Keep in mind a tree recycle approximately 60-70% of their Nitrogen needs from a year to year basis. Living tree systems must utilize fixed or reduced nitrogen (energized N) for incorporation into amino acids, nucleic acids, and proteins. Recycled nitrogen must be factored into how much to feed a tree or the lawn that is nearby. Reduced nitrogen has been energized and made chemically reactive by addition of electrons. Reduced nitrogen is electron-dense and viable as a biological building component or a reaction coupler inside a tree. Reduction, fixation, or a change in oxidation states, is essential for nitrogen use by a tree. The amount of inorganic nitrogen present in soil has a direct effect on tree health and growth. At decreasing concentrations, beginning well before visual symptoms are present (because of internal recycling and reallocation of nitrogen), is nitrogen deficiency.

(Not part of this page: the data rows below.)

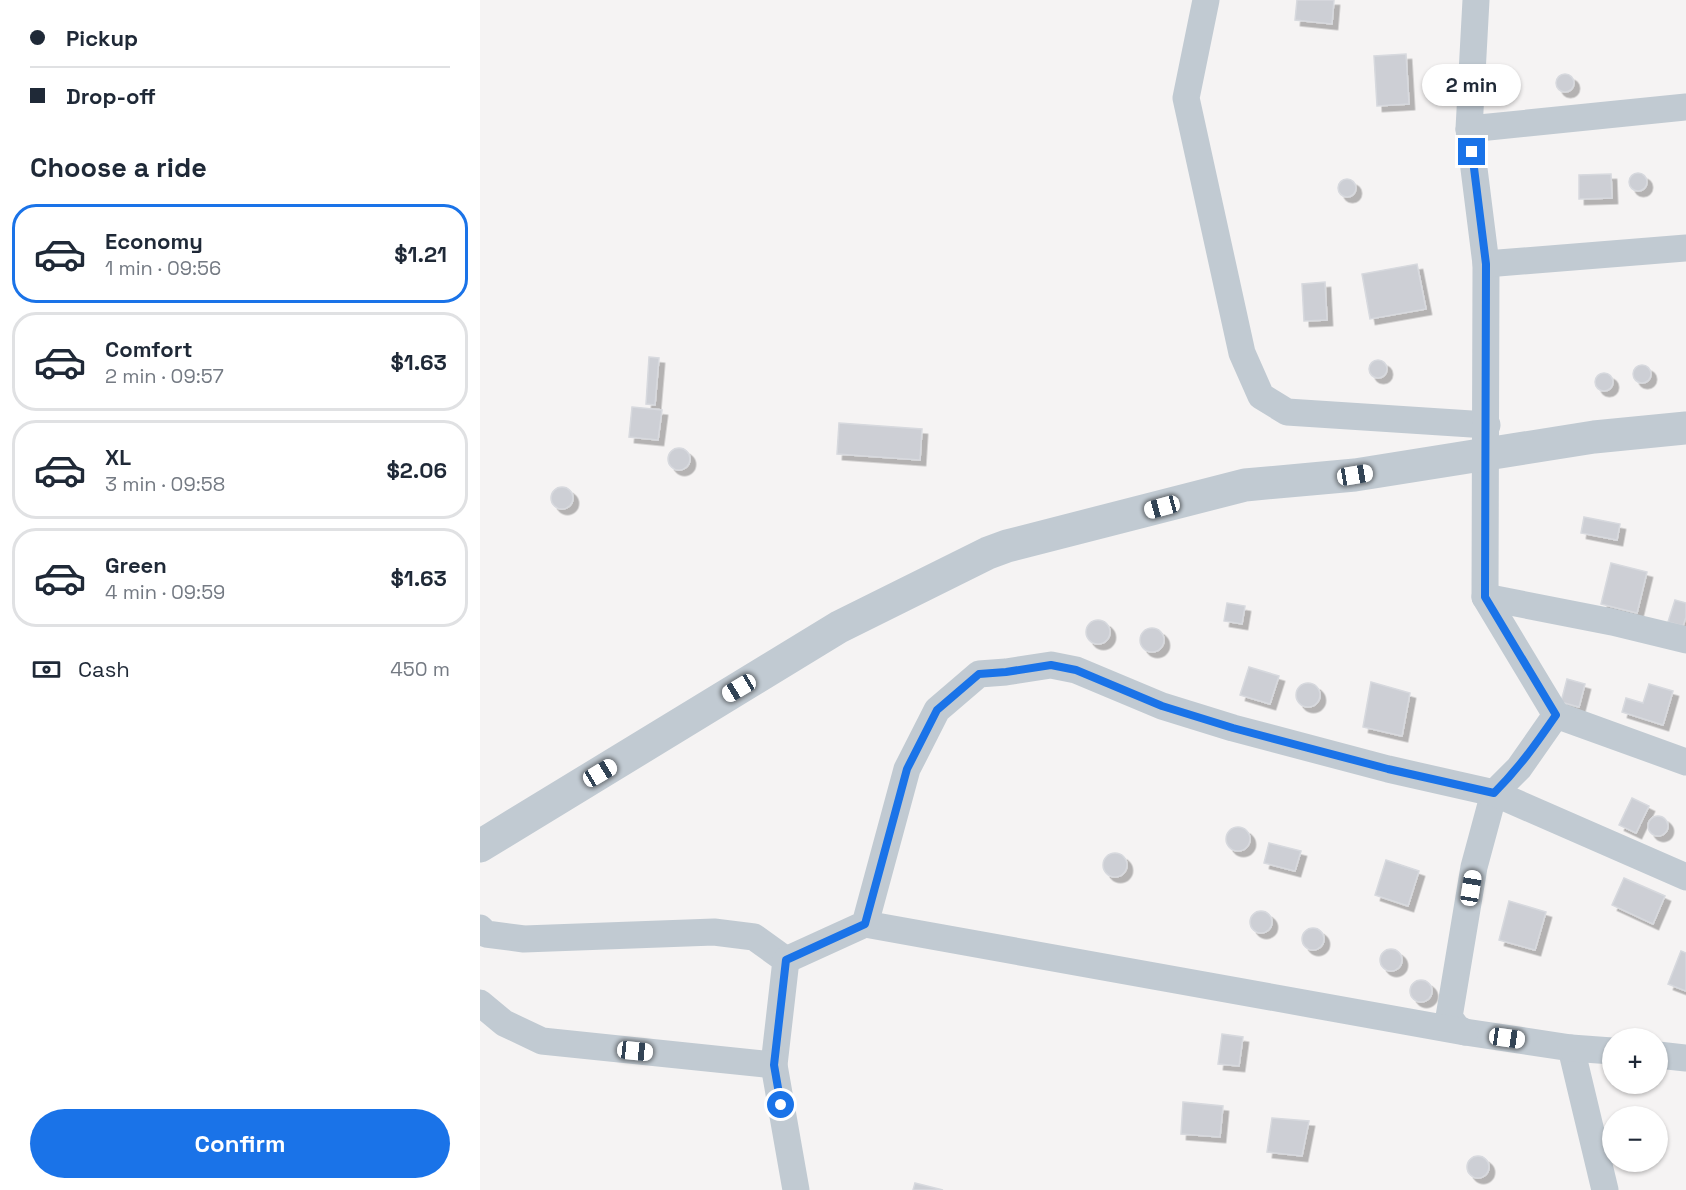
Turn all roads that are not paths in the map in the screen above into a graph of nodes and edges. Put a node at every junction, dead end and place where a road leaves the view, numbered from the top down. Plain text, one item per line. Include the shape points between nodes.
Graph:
1 (1206, 0) edge
2 (1476, 0) edge
3 (1686, 107) edge
4 (1469, 129) junction
5 (1686, 248) edge
6 (1486, 264) junction
7 (1686, 428) edge
8 (1487, 440) junction
9 (1485, 597) junction
10 (1686, 640) edge
11 (1556, 715) junction
12 (1686, 762) edge
13 (1494, 793) junction
14 (480, 846) edge
15 (1686, 877) edge
16 (865, 924) junction
17 (480, 928) edge
18 (786, 960) junction
19 (480, 1003) edge
20 (1465, 1032) junction
21 (1571, 1048) junction
22 (1602, 1050) edge
23 (1668, 1056) edge
24 (1686, 1058) edge
25 (774, 1065) junction
26 (796, 1190) edge
27 (1605, 1190) edge

1 - 8 street via 1186,98 1242,353 1260,396 1287,412
2 - 4 street
3 - 4 street
4 - 6 street
5 - 6 street
6 - 8 street
7 - 8 street via 1594,437
8 - 9 street
8 - 14 street via 1355,475 1245,485 998,550 839,627
9 - 10 street
9 - 11 street
11 - 12 street
11 - 13 street via 1519,768
13 - 15 street
13 - 16 street via 1233,728 1162,706 1076,670 1051,665 979,674 937,710 907,769
13 - 20 street via 1474,867 1449,1017 1456,1028
16 - 18 street
16 - 20 street
17 - 18 street via 486,934 524,939 714,932 754,938
18 - 25 street
19 - 25 street via 504,1023 542,1041
20 - 21 street
21 - 22 street
21 - 27 street
23 - 24 street
25 - 26 street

At high nitrogen concentrations, toxicity and physiological dysfunction can be problems. There is an intermediate zone of moderate nitrogen concentrations where tree health and growth is “adequate” for sustained growth. This adequate zone is the target for management activities. Trees attempt to balance shoot mass and photosynthesis rates against root mass and nitrogen uptake. A tree will adjust living mass of roots or shoots to correct any deficiency in photosynthesis rates or nitrogen uptake rates. Carbohydrate shortages and/or nitrogen increases will initiate more shoots —nitrogen shortages and/or carbohydrate increases will initiate more roots.
Prescribing N

Supplemental nitrogen enrichment should be treated as a fined-tuned, carefully considered, constantly modified, whole tree prescription process. The whole tree wins or loses with changing reactions of one major organ or resource. Nitrogen prescription involves prudent and reasonable treatments carried out in a timely manner without site and tree damage.

The nitrogen dose provided by supplemental additions, and its timing, are part of a comprehensive management prescription that should vary primarily by ecological season of the year, a tree’s ability to successfully and effectively utilize nitrogen additions, and by the life stage a tree. These considerations deal with successful capture and use of nitrogen by a tree as it grows, and with minimizing environmental impacts to untargeted systems (i.e. nitrogen to weeds, streams, and soils).
Whole tree reactions to significantly increased nitrogen levels:
— Increased shoot size.
— More foliage growth stimulated.
— Photosynthesis & stomates sensitive to water stress.
— Lengthened growing season.
— Increased amino-nitrogen content.
— Decreased starch in whole tree.
— Increased pest effectiveness.
— Decreased defensive materials produced.
— Carbon allocation to fine roots delayed.
— Decreased carbon allocation to the roots.
— Root carbon storage reduced.
— Root sugar concentrations increase.
— Decreased root reactivity to damage and stress.
— Poorer cold tolerance in root system.
— Encourages starch use, not photosynthesis increase

It is very likely the high levels of nitrogen combined with the elevated pH will also cause for decrease in uptake of Magnesium and Phosphorus and will directly affect the trees health. The bottom line is when nitrogen sources like from lawn care applications are made they can have dramatic effects of tree health and well being.

So don't guess, soil & folar test and apply fertilizer products to your lawn, plants and trees based on those results!